- [Problem requirements]: Where in the data does the word "Place" appear? Find those lines and copy them.

☆ ☆ ☆ ☆ ☆

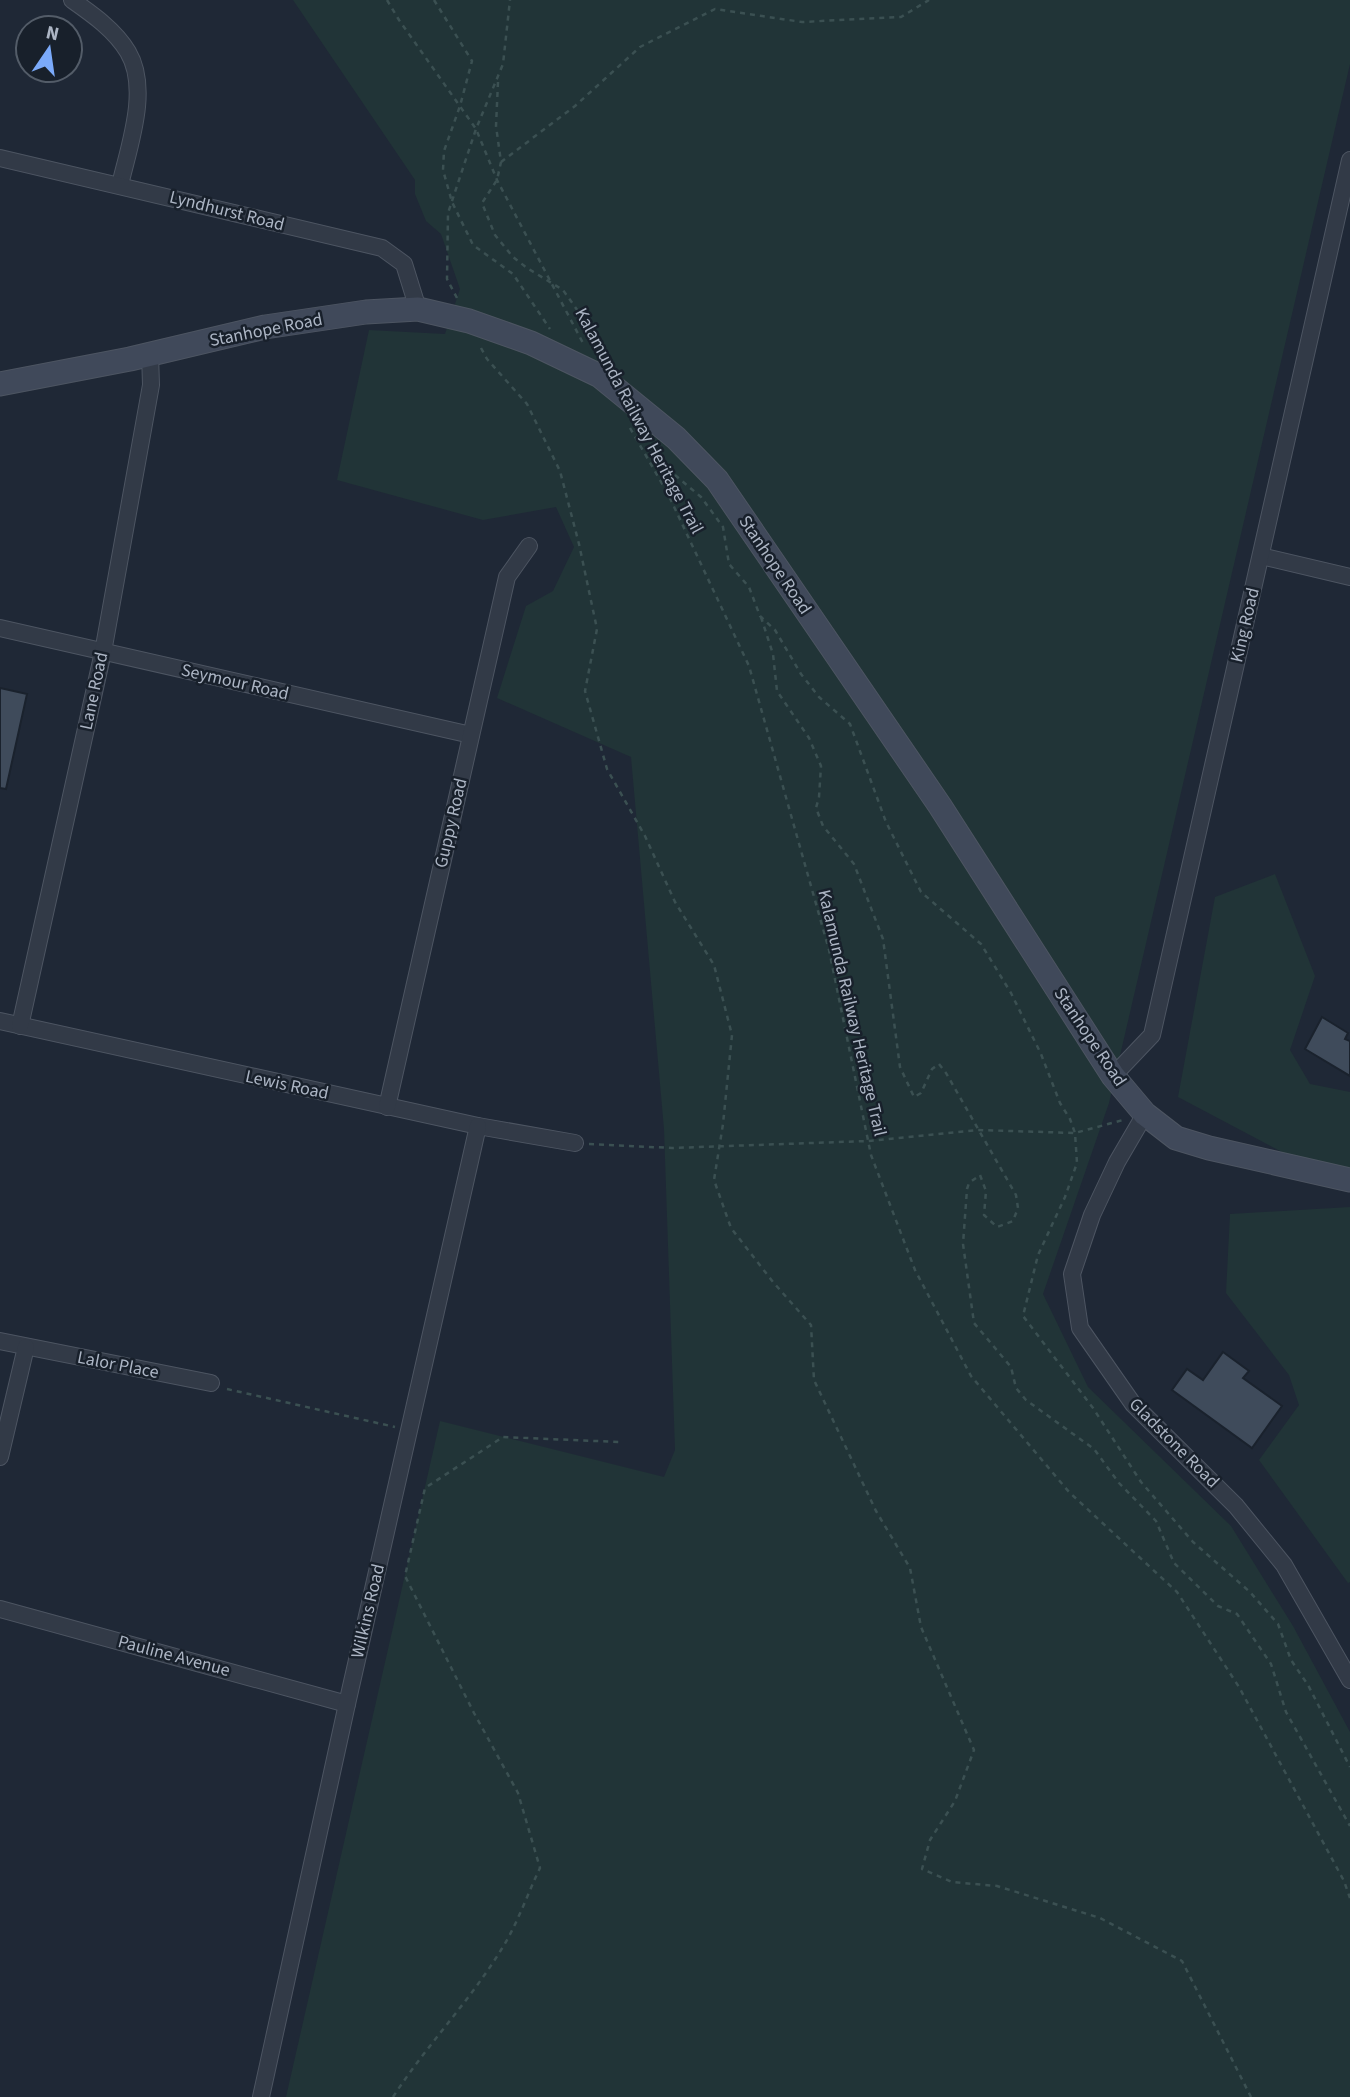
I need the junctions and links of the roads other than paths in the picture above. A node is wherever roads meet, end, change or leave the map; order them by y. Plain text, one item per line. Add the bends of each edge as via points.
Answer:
1 (72, 0) edge
2 (0, 158) edge
3 (1350, 160) edge
4 (120, 185) junction
5 (418, 309) junction
6 (150, 354) junction
7 (0, 384) edge
8 (529, 546) dead end
9 (1261, 556) junction
10 (1350, 577) edge
11 (0, 628) edge
12 (103, 652) junction
13 (471, 735) junction
14 (0, 1020) edge
15 (20, 1026) junction
16 (1113, 1076) junction
17 (387, 1107) junction
18 (1145, 1114) junction
19 (478, 1126) junction
20 (575, 1143) road end
21 (1350, 1181) edge
22 (0, 1341) edge
23 (26, 1347) junction
24 (211, 1383) road end
25 (0, 1457) edge
26 (0, 1609) edge
27 (1350, 1680) edge
28 (347, 1704) junction
29 (261, 2097) edge

1 - 4 street via 120,40 135,71 137,101
2 - 4 street, Lyndhurst Road
3 - 9 street, King Road
4 - 5 street, Lyndhurst Road via 382,248 404,264
5 - 6 street, Stanhope Road via 265,327
5 - 16 street, Stanhope Road via 469,321 602,366 717,480 940,806
6 - 7 street, Stanhope Road
6 - 12 street, Lane Road via 151,385
8 - 13 street, Guppy Road via 507,577
9 - 10 street
9 - 16 street, King Road via 1152,1035
11 - 12 street, Seymour Road
12 - 13 street, Seymour Road
12 - 15 street, Lane Road
13 - 17 street, Guppy Road
14 - 15 street, Lewis Road
15 - 17 street, Lewis Road
16 - 18 street, Stanhope Road
17 - 19 street, Lewis Road
18 - 21 street, Stanhope Road via 1176,1138
18 - 27 street, Gladstone Road via 1092,1215 1072,1274 1080,1328 1133,1404 1236,1506 1284,1565
19 - 20 street, Lewis Road
19 - 28 street, Wilkins Road
22 - 23 street, Lalor Place
23 - 24 street, Lalor Place
23 - 25 street
26 - 28 street, Pauline Avenue
28 - 29 street, Wilkins Road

☆ ☆ ☆ ☆ ☆

- [Solution to this problem]:
22 - 23 street, Lalor Place
23 - 24 street, Lalor Place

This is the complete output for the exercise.